Exercise directions - State, as a number alone, how many lines of the data contain the string "paths".

Records drawn from a dataset -

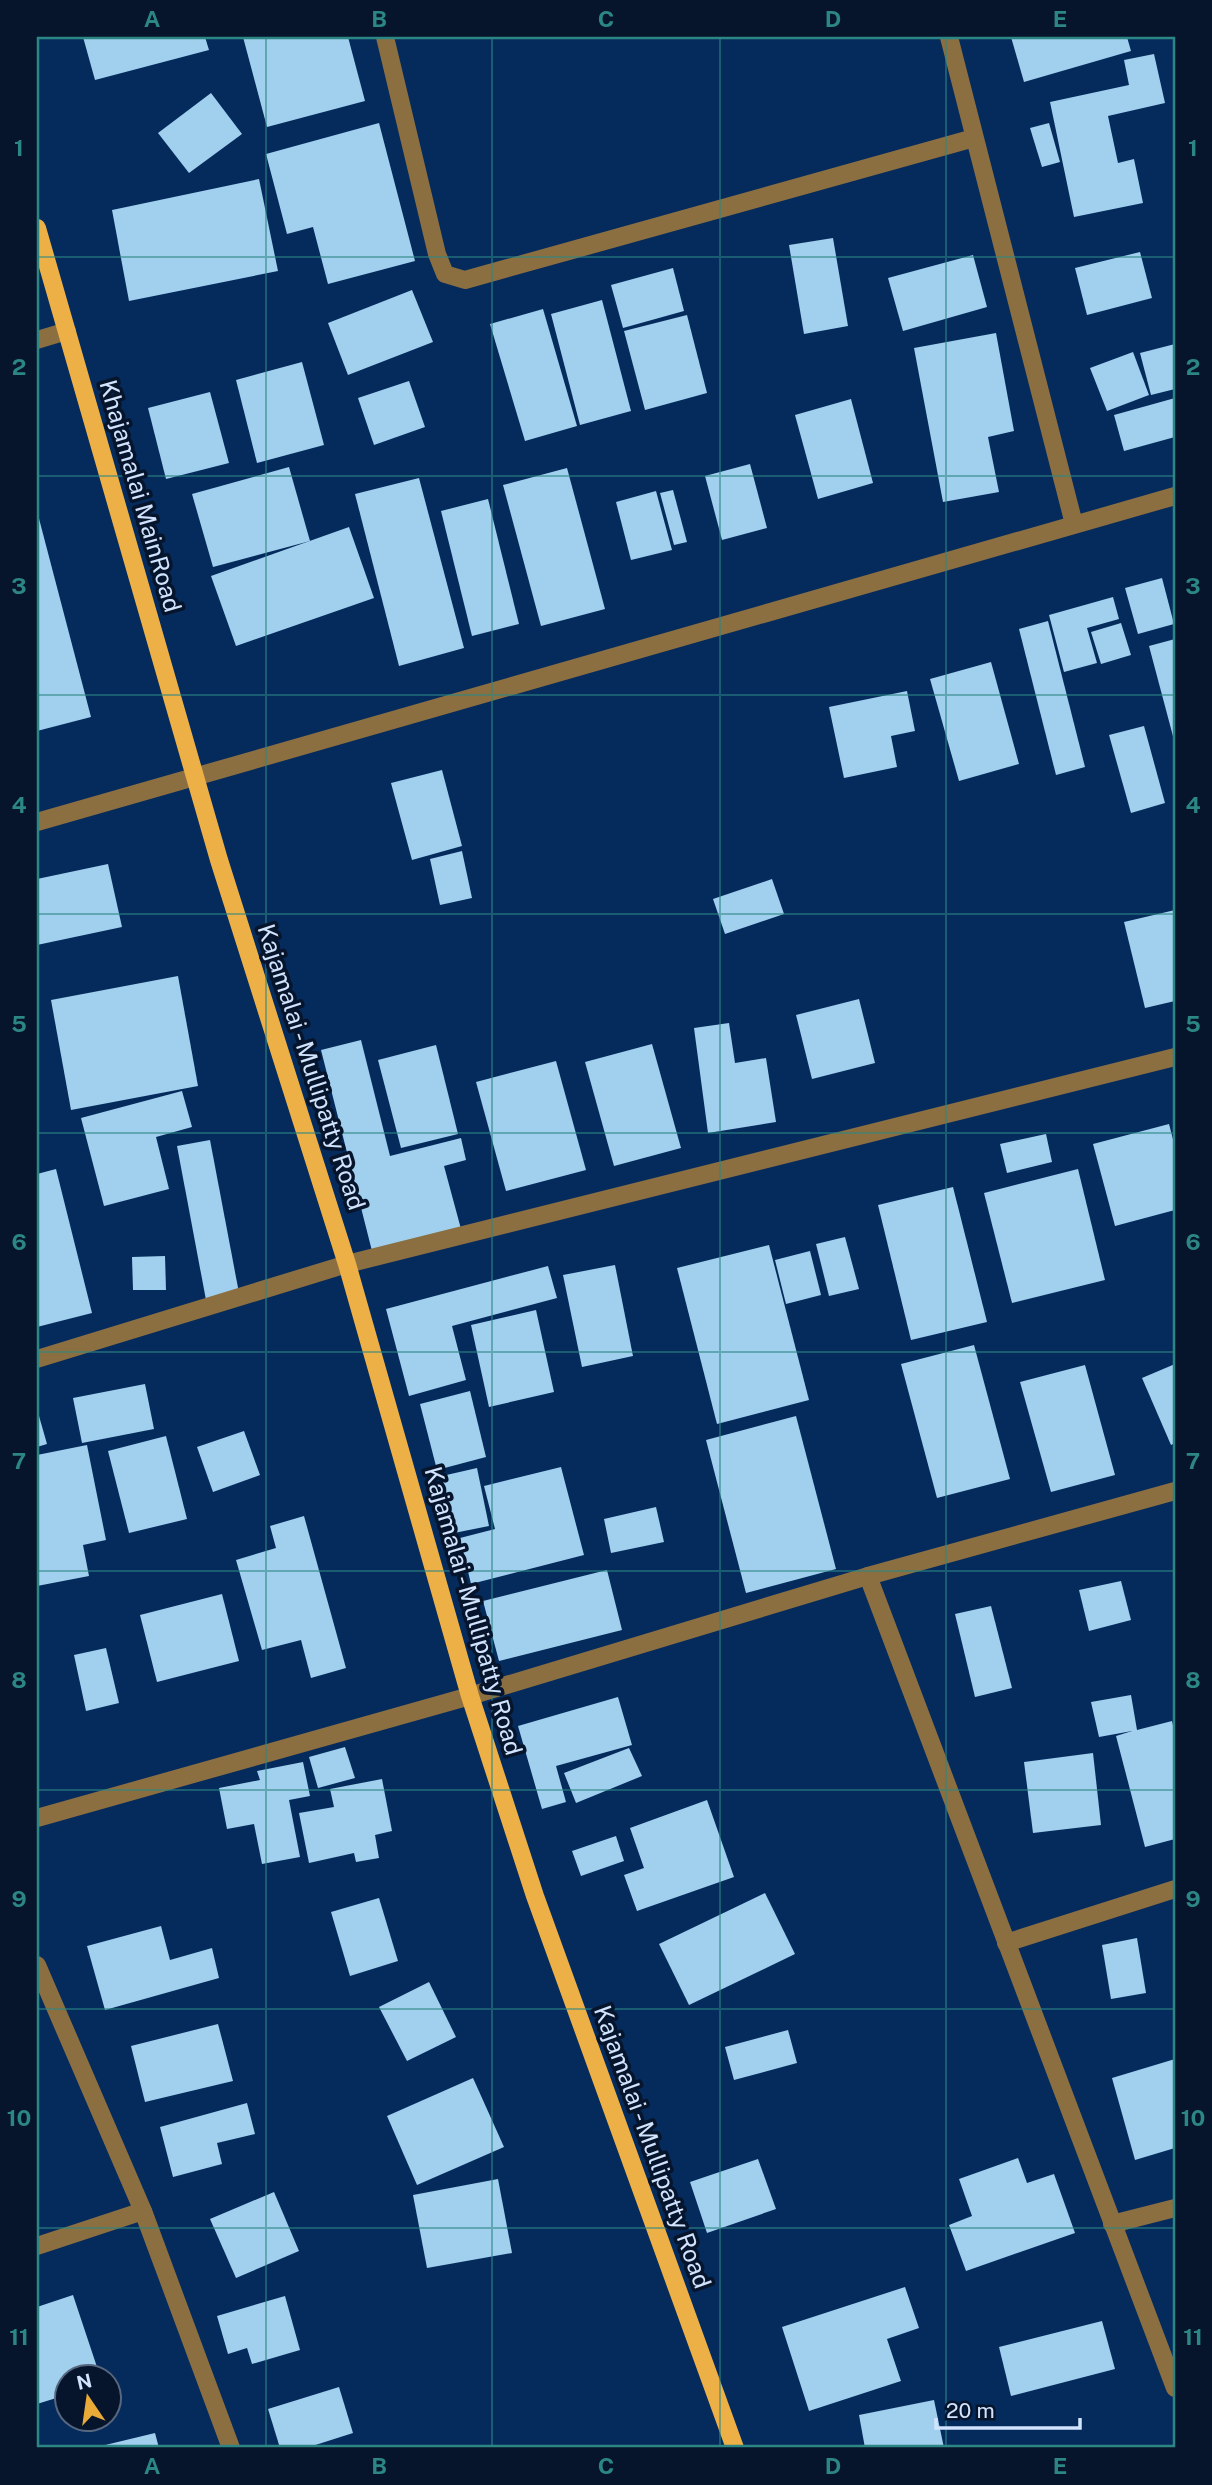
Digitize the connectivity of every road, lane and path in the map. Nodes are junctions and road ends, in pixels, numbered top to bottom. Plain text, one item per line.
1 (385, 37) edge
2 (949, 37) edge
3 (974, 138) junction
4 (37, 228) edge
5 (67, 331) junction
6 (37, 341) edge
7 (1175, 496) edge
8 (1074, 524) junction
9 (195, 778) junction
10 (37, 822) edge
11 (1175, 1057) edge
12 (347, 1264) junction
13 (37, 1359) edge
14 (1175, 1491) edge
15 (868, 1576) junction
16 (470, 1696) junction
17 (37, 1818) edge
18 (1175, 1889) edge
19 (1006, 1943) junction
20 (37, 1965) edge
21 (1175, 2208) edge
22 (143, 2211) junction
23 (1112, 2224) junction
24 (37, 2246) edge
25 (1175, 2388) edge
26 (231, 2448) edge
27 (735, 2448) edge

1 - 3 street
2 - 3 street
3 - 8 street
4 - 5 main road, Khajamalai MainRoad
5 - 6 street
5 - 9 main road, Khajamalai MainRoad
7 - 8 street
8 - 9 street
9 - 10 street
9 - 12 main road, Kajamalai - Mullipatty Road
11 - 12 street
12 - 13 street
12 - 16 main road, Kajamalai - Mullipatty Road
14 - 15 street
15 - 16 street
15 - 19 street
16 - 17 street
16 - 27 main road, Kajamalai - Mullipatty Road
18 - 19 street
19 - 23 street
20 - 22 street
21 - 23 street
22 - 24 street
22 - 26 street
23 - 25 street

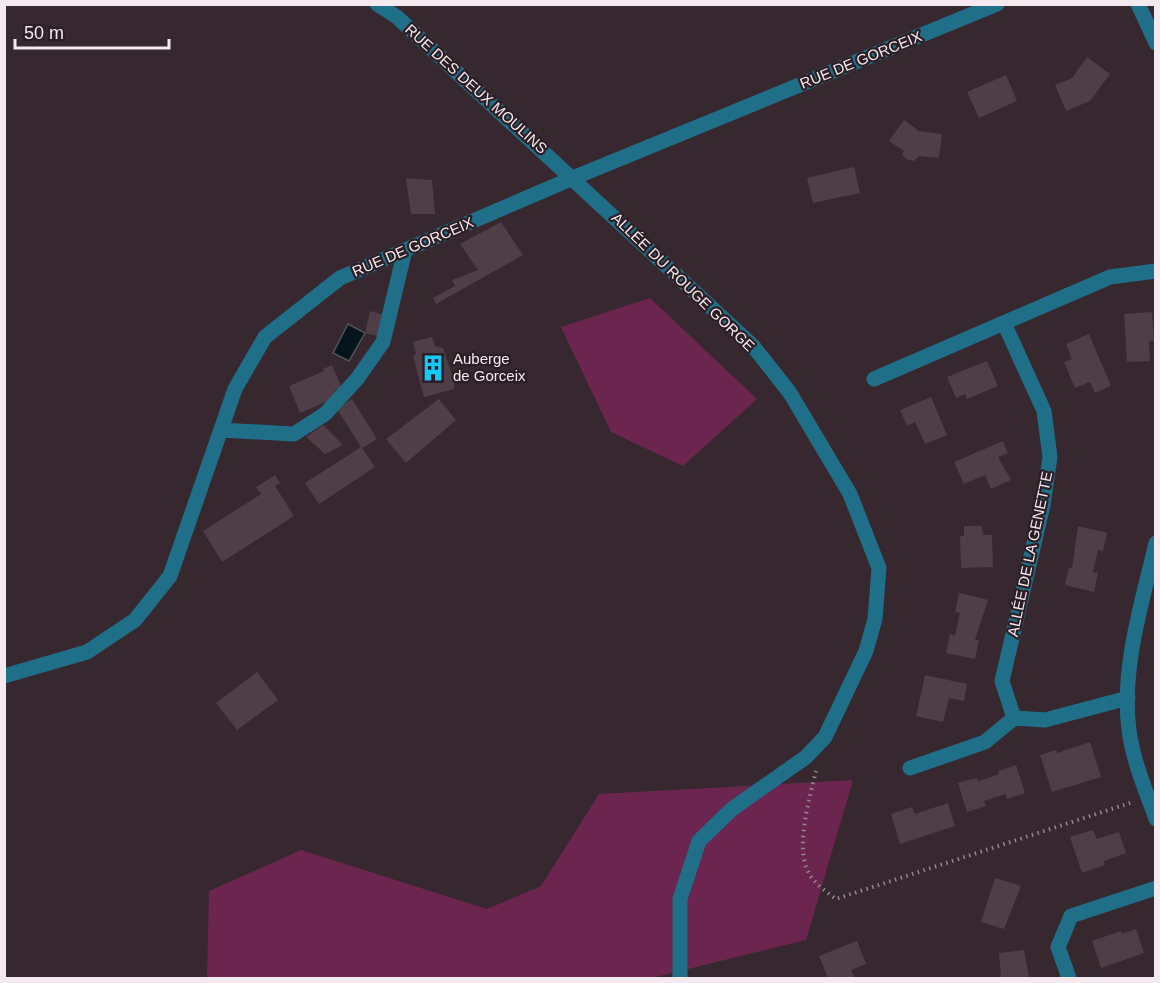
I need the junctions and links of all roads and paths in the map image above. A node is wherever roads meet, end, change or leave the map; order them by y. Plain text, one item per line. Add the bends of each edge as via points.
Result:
...
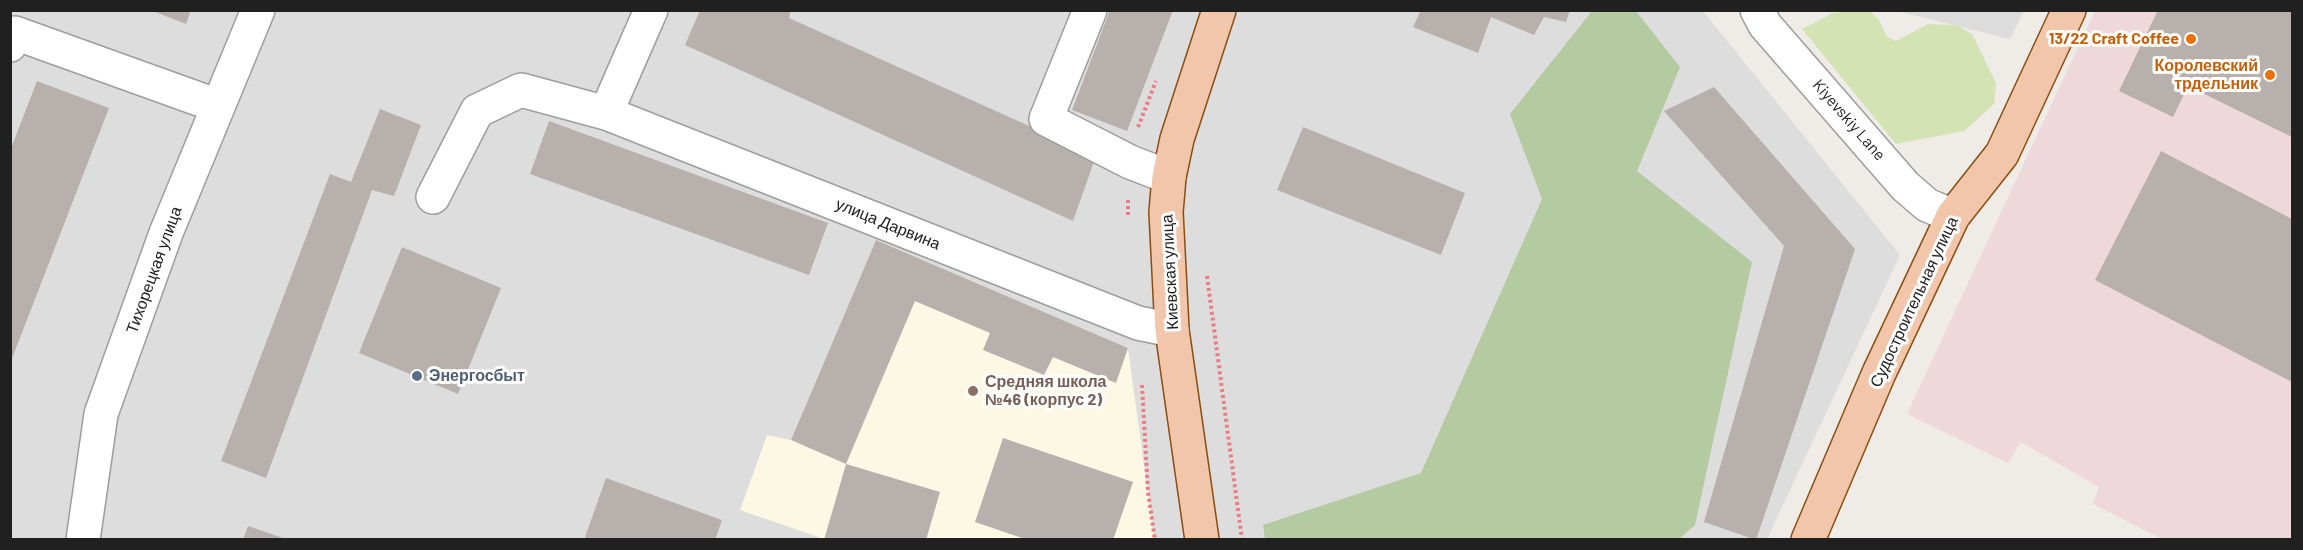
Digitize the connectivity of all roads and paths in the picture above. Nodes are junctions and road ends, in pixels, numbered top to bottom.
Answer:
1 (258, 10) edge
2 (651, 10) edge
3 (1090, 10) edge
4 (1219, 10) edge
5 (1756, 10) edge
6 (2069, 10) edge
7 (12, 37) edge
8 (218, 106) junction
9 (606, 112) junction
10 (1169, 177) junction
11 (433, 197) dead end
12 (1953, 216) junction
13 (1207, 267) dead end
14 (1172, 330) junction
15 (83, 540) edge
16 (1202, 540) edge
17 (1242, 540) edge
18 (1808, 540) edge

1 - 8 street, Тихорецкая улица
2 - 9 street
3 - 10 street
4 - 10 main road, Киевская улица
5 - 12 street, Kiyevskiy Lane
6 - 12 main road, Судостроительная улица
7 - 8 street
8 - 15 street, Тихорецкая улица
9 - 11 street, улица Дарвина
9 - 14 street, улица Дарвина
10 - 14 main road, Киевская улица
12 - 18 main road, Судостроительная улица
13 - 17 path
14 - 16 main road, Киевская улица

Answer area - 2